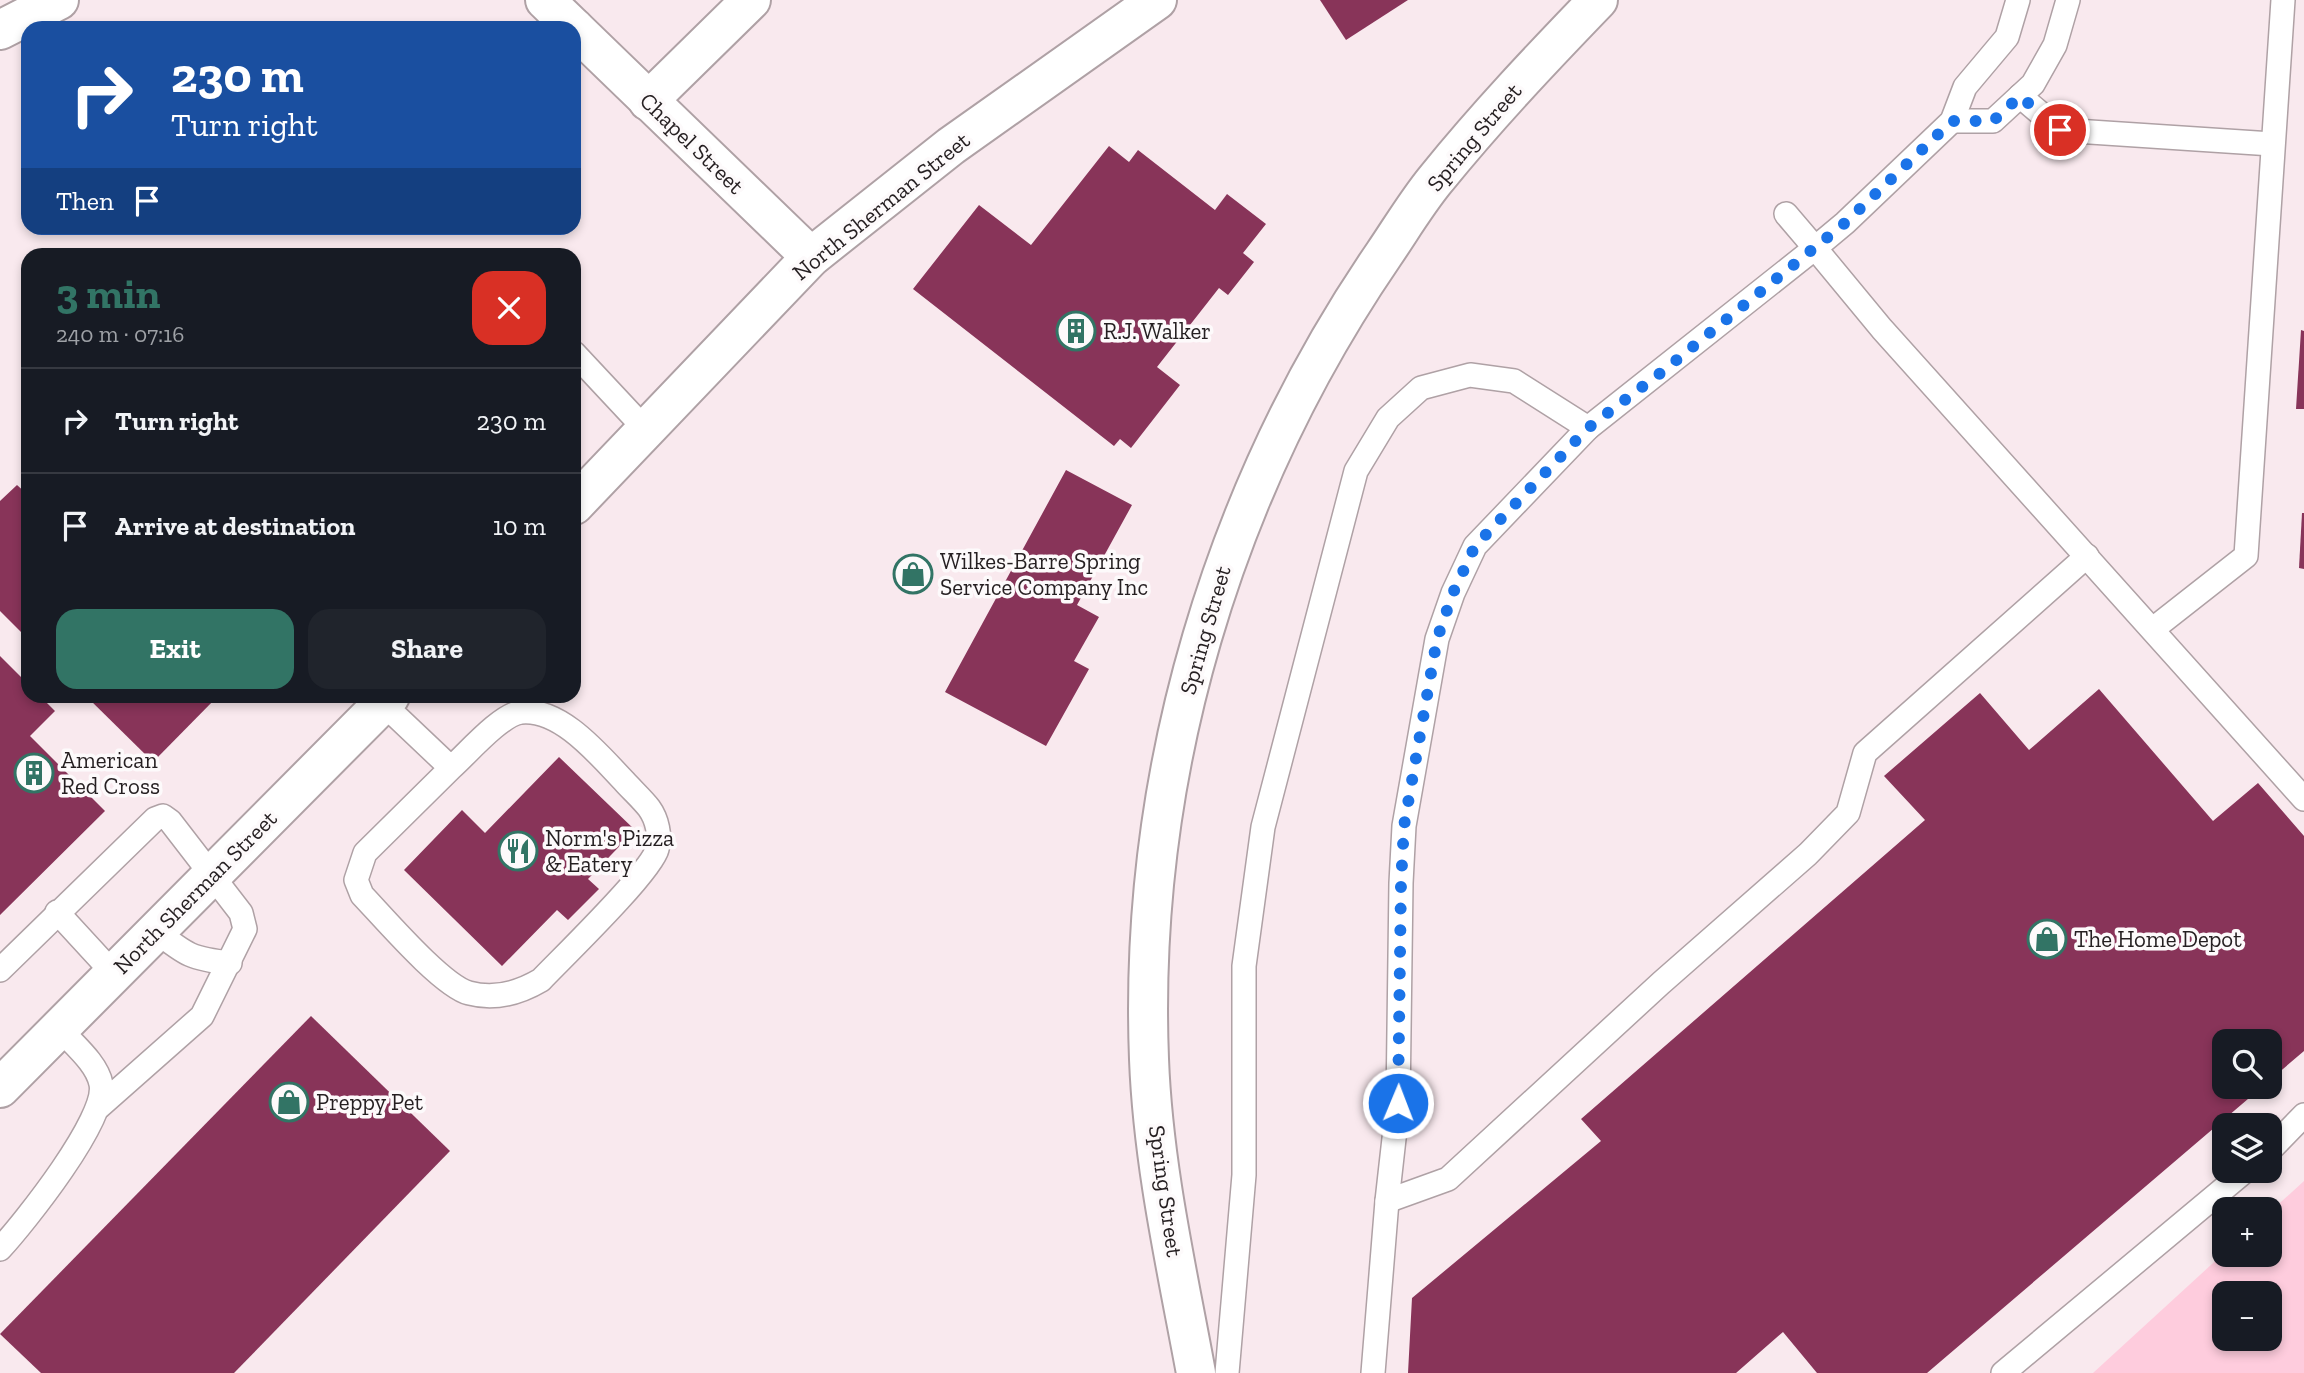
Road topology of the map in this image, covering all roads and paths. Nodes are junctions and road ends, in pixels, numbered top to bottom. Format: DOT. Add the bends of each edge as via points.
graph roads {
  1 [pos="58,0"];
  2 [pos="545,0"];
  3 [pos="751,0"];
  4 [pos="1157,0"];
  5 [pos="1598,0"];
  6 [pos="2018,0"];
  7 [pos="2068,0"];
  8 [pos="2283,0"];
  9 [pos="567,21"];
  10 [pos="0,30"];
  11 [pos="581,35"];
  12 [pos="2020,96"];
  13 [pos="648,101"];
  14 [pos="1952,121"];
  15 [pos="2272,144"];
  16 [pos="1786,214"];
  17 [pos="1815,248"];
  18 [pos="811,257"];
  19 [pos="581,360"];
  20 [pos="1588,428"];
  21 [pos="646,430"];
  22 [pos="581,498"];
  23 [pos="2087,556"];
  24 [pos="2153,629"];
  25 [pos="378,703"];
  26 [pos="386,703"];
  27 [pos="451,768"];
  28 [pos="2304,799"];
  29 [pos="211,876"];
  30 [pos="57,912"];
  31 [pos="156,931"];
  32 [pos="230,963"];
  33 [pos="0,970"];
  34 [pos="114,974"];
  35 [pos="59,1028"];
  36 [pos="6,1070"];
  37 [pos="99,1107"];
  38 [pos="2304,1115"];
  39 [pos="2282,1138"];
  40 [pos="2231,1183"];
  41 [pos="1387,1201"];
  42 [pos="0,1249"];
  43 [pos="1196,1373"];
  44 [pos="1227,1373"];
  45 [pos="1373,1373"];
  46 [pos="2003,1373"];
  1 -- 10 [label="street"];
  2 -- 9 [label="street, Chapel Street"];
  3 -- 13 [label="street"];
  4 -- 18 [label="street, North Sherman Street" via="951,146"];
  5 -- 43 [label="street, Spring Street" via="1434,181 1342,315 1277,435 1223,564 1184,700 1164,808 1150,935 1150,1074 1163,1195"];
  6 -- 14 [label="lane" via="2007,37 1965,87"];
  7 -- 12 [label="lane" via="2055,45 2033,84"];
  8 -- 15 [label="lane"];
  11 -- 13 [label="street, Chapel Street"];
  12 -- 14 [label="lane" via="1993,121"];
  12 -- 15 [label="lane" via="2060,130"];
  13 -- 18 [label="street, Chapel Street"];
  14 -- 17 [label="lane"];
  15 -- 24 [label="lane" via="2246,556"];
  16 -- 17 [label="lane"];
  17 -- 20 [label="lane"];
  17 -- 23 [label="lane"];
  18 -- 21 [label="street, North Sherman Street"];
  19 -- 21 [label="lane"];
  20 -- 41 [label="lane" via="1475,546 1437,639 1404,826 1398,1103"];
  20 -- 44 [label="lane" via="1514,381 1471,375 1421,388 1388,418 1356,471 1263,827 1244,966 1244,1175"];
  21 -- 22 [label="street, North Sherman Street"];
  23 -- 24 [label="lane"];
  23 -- 41 [label="lane" via="1865,754 1848,813 1808,854 1448,1179"];
  24 -- 28 [label="lane"];
  25 -- 29 [label="street, North Sherman Street"];
  26 -- 27 [label="lane"];
  27 -- 27 [label="lane" via="506,718 520,712 537,714 562,724 589,744 650,809 659,831 657,851 643,872 541,980 522,991 500,996 468,993 445,979 362,895 356,880 365,853"];
  29 -- 30 [label="lane" via="163,816"];
  29 -- 31 [label="street, North Sherman Street"];
  29 -- 32 [label="lane" via="241,913 245,929"];
  30 -- 33 [label="lane"];
  30 -- 34 [label="lane"];
  31 -- 32 [label="lane" via="200,960"];
  31 -- 34 [label="street, North Sherman Street"];
  32 -- 37 [label="lane" via="202,1016"];
  34 -- 35 [label="street, North Sherman Street"];
  35 -- 36 [label="street, North Sherman Street"];
  35 -- 37 [label="lane" via="97,1071 102,1087"];
  37 -- 42 [label="lane" via="21,1227"];
  38 -- 39 [label="lane"];
  40 -- 46 [label="lane"];
  41 -- 45 [label="lane"];
}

== == ==

For each line above that contains the word "Chapel", copy that line.

  2 -- 9 [label="street, Chapel Street"];
  11 -- 13 [label="street, Chapel Street"];
  13 -- 18 [label="street, Chapel Street"];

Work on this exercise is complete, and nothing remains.